* ACTIVITY *
Here are some records. Copy each one exactly.

* DATA RECORDS *
•••••
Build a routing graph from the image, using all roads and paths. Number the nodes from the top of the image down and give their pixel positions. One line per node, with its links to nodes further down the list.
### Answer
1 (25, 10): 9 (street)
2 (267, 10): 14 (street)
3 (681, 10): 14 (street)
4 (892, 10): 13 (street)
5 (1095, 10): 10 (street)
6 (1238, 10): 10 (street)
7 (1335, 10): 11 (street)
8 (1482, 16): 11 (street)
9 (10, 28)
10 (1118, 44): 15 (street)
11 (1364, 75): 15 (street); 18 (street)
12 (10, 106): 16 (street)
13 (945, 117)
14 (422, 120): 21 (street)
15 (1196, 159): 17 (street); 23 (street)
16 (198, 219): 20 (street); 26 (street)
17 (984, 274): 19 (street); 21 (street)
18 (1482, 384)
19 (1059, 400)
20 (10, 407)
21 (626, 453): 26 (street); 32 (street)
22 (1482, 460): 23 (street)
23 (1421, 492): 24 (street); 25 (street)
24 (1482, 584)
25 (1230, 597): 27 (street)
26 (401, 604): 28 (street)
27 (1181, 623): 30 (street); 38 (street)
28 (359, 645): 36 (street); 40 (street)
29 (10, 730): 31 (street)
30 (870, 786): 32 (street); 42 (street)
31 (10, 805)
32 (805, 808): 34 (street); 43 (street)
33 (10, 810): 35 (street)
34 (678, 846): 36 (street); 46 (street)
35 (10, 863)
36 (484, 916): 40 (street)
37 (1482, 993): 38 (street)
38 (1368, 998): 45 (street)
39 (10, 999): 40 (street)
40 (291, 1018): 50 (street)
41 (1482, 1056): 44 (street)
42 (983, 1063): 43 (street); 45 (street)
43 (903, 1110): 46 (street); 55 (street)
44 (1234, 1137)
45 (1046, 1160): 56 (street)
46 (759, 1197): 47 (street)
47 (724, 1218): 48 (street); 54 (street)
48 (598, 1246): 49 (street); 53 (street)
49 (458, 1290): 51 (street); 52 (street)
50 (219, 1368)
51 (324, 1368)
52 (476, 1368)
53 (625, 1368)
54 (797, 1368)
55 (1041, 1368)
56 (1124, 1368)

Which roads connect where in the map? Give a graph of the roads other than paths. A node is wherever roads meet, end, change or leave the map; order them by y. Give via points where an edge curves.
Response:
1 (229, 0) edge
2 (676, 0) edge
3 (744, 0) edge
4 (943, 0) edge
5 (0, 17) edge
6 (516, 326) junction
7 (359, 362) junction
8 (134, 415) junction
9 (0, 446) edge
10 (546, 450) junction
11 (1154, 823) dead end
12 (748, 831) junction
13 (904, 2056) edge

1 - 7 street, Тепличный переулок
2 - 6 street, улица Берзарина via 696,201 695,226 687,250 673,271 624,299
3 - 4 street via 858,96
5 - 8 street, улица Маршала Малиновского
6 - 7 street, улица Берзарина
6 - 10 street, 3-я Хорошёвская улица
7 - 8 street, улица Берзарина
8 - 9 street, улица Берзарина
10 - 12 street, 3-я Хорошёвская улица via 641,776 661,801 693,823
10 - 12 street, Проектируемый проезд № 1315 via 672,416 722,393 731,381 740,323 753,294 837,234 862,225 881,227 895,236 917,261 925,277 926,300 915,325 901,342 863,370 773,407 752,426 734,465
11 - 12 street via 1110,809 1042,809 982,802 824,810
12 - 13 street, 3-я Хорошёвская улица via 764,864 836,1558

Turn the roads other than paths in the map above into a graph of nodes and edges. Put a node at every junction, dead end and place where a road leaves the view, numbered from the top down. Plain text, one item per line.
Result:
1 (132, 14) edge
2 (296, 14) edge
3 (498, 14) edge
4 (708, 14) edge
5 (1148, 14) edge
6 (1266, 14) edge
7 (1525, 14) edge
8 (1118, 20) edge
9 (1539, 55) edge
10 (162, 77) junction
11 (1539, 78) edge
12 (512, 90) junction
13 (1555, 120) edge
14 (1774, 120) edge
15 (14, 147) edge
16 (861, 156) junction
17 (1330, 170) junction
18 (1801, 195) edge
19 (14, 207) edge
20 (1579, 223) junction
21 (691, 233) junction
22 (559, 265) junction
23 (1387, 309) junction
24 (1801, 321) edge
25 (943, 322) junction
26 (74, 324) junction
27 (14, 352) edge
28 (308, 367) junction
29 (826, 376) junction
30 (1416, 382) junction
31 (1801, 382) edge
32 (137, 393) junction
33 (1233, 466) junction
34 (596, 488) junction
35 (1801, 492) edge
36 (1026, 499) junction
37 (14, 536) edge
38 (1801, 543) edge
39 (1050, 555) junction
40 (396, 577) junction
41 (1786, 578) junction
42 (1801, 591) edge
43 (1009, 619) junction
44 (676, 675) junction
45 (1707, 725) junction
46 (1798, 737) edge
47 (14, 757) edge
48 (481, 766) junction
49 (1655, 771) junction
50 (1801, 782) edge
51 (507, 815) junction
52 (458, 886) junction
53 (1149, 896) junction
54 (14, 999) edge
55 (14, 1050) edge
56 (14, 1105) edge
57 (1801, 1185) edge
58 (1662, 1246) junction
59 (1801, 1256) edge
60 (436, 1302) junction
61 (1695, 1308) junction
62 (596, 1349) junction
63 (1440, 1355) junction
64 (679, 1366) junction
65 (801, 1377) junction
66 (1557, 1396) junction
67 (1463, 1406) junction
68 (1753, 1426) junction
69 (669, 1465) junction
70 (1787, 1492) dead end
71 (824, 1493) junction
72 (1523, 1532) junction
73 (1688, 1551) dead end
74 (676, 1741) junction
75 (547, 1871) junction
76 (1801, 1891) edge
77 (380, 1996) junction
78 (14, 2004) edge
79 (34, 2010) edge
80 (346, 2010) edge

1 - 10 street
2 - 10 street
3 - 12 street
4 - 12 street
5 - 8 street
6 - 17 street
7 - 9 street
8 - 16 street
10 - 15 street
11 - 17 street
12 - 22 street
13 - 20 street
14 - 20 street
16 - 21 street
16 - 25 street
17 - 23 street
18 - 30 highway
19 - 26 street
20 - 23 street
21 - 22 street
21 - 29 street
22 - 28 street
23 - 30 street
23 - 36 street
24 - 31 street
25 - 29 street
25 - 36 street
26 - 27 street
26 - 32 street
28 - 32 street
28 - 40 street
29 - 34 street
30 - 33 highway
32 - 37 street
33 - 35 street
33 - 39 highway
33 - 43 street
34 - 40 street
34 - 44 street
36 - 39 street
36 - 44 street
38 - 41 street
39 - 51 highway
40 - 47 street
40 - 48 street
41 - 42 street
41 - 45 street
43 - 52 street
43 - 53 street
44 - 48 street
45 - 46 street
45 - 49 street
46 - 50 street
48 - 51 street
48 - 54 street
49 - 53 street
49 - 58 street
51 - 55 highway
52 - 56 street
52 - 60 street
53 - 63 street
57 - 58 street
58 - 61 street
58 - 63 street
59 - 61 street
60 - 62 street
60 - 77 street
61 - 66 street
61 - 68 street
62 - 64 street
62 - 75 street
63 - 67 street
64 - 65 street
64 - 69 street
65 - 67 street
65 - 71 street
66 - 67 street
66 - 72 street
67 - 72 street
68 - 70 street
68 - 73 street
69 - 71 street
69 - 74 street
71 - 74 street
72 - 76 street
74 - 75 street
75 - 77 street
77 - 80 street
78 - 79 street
•••••
* WRITTEN SOLUTION *
Build a routing graph from the image, using all roads and paths. Number the nodes from the top of the image down and give their pixel positions. One line per node, with its links to nodes further down the list.
### Answer
1 (25, 10): 9 (street)
2 (267, 10): 14 (street)
3 (681, 10): 14 (street)
4 (892, 10): 13 (street)
5 (1095, 10): 10 (street)
6 (1238, 10): 10 (street)
7 (1335, 10): 11 (street)
8 (1482, 16): 11 (street)
9 (10, 28)
10 (1118, 44): 15 (street)
11 (1364, 75): 15 (street); 18 (street)
12 (10, 106): 16 (street)
13 (945, 117)
14 (422, 120): 21 (street)
15 (1196, 159): 17 (street); 23 (street)
16 (198, 219): 20 (street); 26 (street)
17 (984, 274): 19 (street); 21 (street)
18 (1482, 384)
19 (1059, 400)
20 (10, 407)
21 (626, 453): 26 (street); 32 (street)
22 (1482, 460): 23 (street)
23 (1421, 492): 24 (street); 25 (street)
24 (1482, 584)
25 (1230, 597): 27 (street)
26 (401, 604): 28 (street)
27 (1181, 623): 30 (street); 38 (street)
28 (359, 645): 36 (street); 40 (street)
29 (10, 730): 31 (street)
30 (870, 786): 32 (street); 42 (street)
31 (10, 805)
32 (805, 808): 34 (street); 43 (street)
33 (10, 810): 35 (street)
34 (678, 846): 36 (street); 46 (street)
35 (10, 863)
36 (484, 916): 40 (street)
37 (1482, 993): 38 (street)
38 (1368, 998): 45 (street)
39 (10, 999): 40 (street)
40 (291, 1018): 50 (street)
41 (1482, 1056): 44 (street)
42 (983, 1063): 43 (street); 45 (street)
43 (903, 1110): 46 (street); 55 (street)
44 (1234, 1137)
45 (1046, 1160): 56 (street)
46 (759, 1197): 47 (street)
47 (724, 1218): 48 (street); 54 (street)
48 (598, 1246): 49 (street); 53 (street)
49 (458, 1290): 51 (street); 52 (street)
50 (219, 1368)
51 (324, 1368)
52 (476, 1368)
53 (625, 1368)
54 (797, 1368)
55 (1041, 1368)
56 (1124, 1368)

Which roads connect where in the map? Give a graph of the roads other than paths. A node is wherever roads meet, end, change or leave the map; order them by y. Give via points where an edge curves.
Response:
1 (229, 0) edge
2 (676, 0) edge
3 (744, 0) edge
4 (943, 0) edge
5 (0, 17) edge
6 (516, 326) junction
7 (359, 362) junction
8 (134, 415) junction
9 (0, 446) edge
10 (546, 450) junction
11 (1154, 823) dead end
12 (748, 831) junction
13 (904, 2056) edge

1 - 7 street, Тепличный переулок
2 - 6 street, улица Берзарина via 696,201 695,226 687,250 673,271 624,299
3 - 4 street via 858,96
5 - 8 street, улица Маршала Малиновского
6 - 7 street, улица Берзарина
6 - 10 street, 3-я Хорошёвская улица
7 - 8 street, улица Берзарина
8 - 9 street, улица Берзарина
10 - 12 street, 3-я Хорошёвская улица via 641,776 661,801 693,823
10 - 12 street, Проектируемый проезд № 1315 via 672,416 722,393 731,381 740,323 753,294 837,234 862,225 881,227 895,236 917,261 925,277 926,300 915,325 901,342 863,370 773,407 752,426 734,465
11 - 12 street via 1110,809 1042,809 982,802 824,810
12 - 13 street, 3-я Хорошёвская улица via 764,864 836,1558

Turn the roads other than paths in the map above into a graph of nodes and edges. Put a node at every junction, dead end and place where a road leaves the view, numbered from the top down. Plain text, one item per line.
Result:
1 (132, 14) edge
2 (296, 14) edge
3 (498, 14) edge
4 (708, 14) edge
5 (1148, 14) edge
6 (1266, 14) edge
7 (1525, 14) edge
8 (1118, 20) edge
9 (1539, 55) edge
10 (162, 77) junction
11 (1539, 78) edge
12 (512, 90) junction
13 (1555, 120) edge
14 (1774, 120) edge
15 (14, 147) edge
16 (861, 156) junction
17 (1330, 170) junction
18 (1801, 195) edge
19 (14, 207) edge
20 (1579, 223) junction
21 (691, 233) junction
22 (559, 265) junction
23 (1387, 309) junction
24 (1801, 321) edge
25 (943, 322) junction
26 (74, 324) junction
27 (14, 352) edge
28 (308, 367) junction
29 (826, 376) junction
30 (1416, 382) junction
31 (1801, 382) edge
32 (137, 393) junction
33 (1233, 466) junction
34 (596, 488) junction
35 (1801, 492) edge
36 (1026, 499) junction
37 (14, 536) edge
38 (1801, 543) edge
39 (1050, 555) junction
40 (396, 577) junction
41 (1786, 578) junction
42 (1801, 591) edge
43 (1009, 619) junction
44 (676, 675) junction
45 (1707, 725) junction
46 (1798, 737) edge
47 (14, 757) edge
48 (481, 766) junction
49 (1655, 771) junction
50 (1801, 782) edge
51 (507, 815) junction
52 (458, 886) junction
53 (1149, 896) junction
54 (14, 999) edge
55 (14, 1050) edge
56 (14, 1105) edge
57 (1801, 1185) edge
58 (1662, 1246) junction
59 (1801, 1256) edge
60 (436, 1302) junction
61 (1695, 1308) junction
62 (596, 1349) junction
63 (1440, 1355) junction
64 (679, 1366) junction
65 (801, 1377) junction
66 (1557, 1396) junction
67 (1463, 1406) junction
68 (1753, 1426) junction
69 (669, 1465) junction
70 (1787, 1492) dead end
71 (824, 1493) junction
72 (1523, 1532) junction
73 (1688, 1551) dead end
74 (676, 1741) junction
75 (547, 1871) junction
76 (1801, 1891) edge
77 (380, 1996) junction
78 (14, 2004) edge
79 (34, 2010) edge
80 (346, 2010) edge

1 - 10 street
2 - 10 street
3 - 12 street
4 - 12 street
5 - 8 street
6 - 17 street
7 - 9 street
8 - 16 street
10 - 15 street
11 - 17 street
12 - 22 street
13 - 20 street
14 - 20 street
16 - 21 street
16 - 25 street
17 - 23 street
18 - 30 highway
19 - 26 street
20 - 23 street
21 - 22 street
21 - 29 street
22 - 28 street
23 - 30 street
23 - 36 street
24 - 31 street
25 - 29 street
25 - 36 street
26 - 27 street
26 - 32 street
28 - 32 street
28 - 40 street
29 - 34 street
30 - 33 highway
32 - 37 street
33 - 35 street
33 - 39 highway
33 - 43 street
34 - 40 street
34 - 44 street
36 - 39 street
36 - 44 street
38 - 41 street
39 - 51 highway
40 - 47 street
40 - 48 street
41 - 42 street
41 - 45 street
43 - 52 street
43 - 53 street
44 - 48 street
45 - 46 street
45 - 49 street
46 - 50 street
48 - 51 street
48 - 54 street
49 - 53 street
49 - 58 street
51 - 55 highway
52 - 56 street
52 - 60 street
53 - 63 street
57 - 58 street
58 - 61 street
58 - 63 street
59 - 61 street
60 - 62 street
60 - 77 street
61 - 66 street
61 - 68 street
62 - 64 street
62 - 75 street
63 - 67 street
64 - 65 street
64 - 69 street
65 - 67 street
65 - 71 street
66 - 67 street
66 - 72 street
67 - 72 street
68 - 70 street
68 - 73 street
69 - 71 street
69 - 74 street
71 - 74 street
72 - 76 street
74 - 75 street
75 - 77 street
77 - 80 street
78 - 79 street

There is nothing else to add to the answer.